For the spirit grocery, where Lib stays in the film, Production Designer Grant Montgomery and Sebastián Lelio happened upon a café in the village of Redcross, County Wicklow. “I looked at him and I said, ‘Are you thinking what I’m thinking?’” recalls Montgomery. “We walked through the whole location. It was a stroke of huge luck to get something that allowed us to have a three-sixty universe, as you call it. We took over and then converted. It allowed us to have all of those multiple sets interconnected. So, you could move from upstairs in Lib’s bedroom in the spirit grocery, down the stairway, into the dining room, into the bar, into the front of the grocery, out into the yard and into the mortuary. It allowed you that complete universe because to split it just would have been difficult for Sebastian to have a very free-flowing aesthetic of shooting.”
Turning a 21st-century café into a spirit grocery in 1862 was a huge undertaking. Montgomery was inspired by the paintings of American realist artist Andrew Wyeth in the mid-20th century, by the “greens and browns” in Emma Donoghue’s early drafts of the script, by a book he studied on the architecture and furniture of the period, and by an exhaustive tome on the Great Famine.
As for the O’Donnell’s house where much of the watch takes place, Montgomery chose to build the house at Sally’s Gap in Wicklow County.
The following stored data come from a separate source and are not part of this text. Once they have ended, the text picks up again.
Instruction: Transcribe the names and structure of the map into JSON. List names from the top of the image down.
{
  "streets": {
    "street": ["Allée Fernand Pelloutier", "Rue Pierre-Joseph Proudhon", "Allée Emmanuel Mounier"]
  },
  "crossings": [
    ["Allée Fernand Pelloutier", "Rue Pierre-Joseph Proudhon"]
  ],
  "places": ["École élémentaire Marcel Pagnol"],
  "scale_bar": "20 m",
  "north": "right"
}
The interior of the O’Donnell house was recreated in an aeroplane hangar just outside of Dublin. In a case of production designer and Director of Photography working as one, Wegner sought to light the interior in such a way as to “blend them”, saying, “That’s always my big anxiety, for an audience to believe that someone’s just crossed over the wall, and they’re still in the same place. Conveniently for me, there were these very small windows and these very small shutters that allowed a sense of, once you step inside the house, you’re really in a kind of cave that’s separate. It works thematically. We tried to bring the colours of the outside in. So the greens and the golden brown, and also all the walls have a dampness and a roundness. There are no hard, straight lines, really, anywhere. It feels handmade.”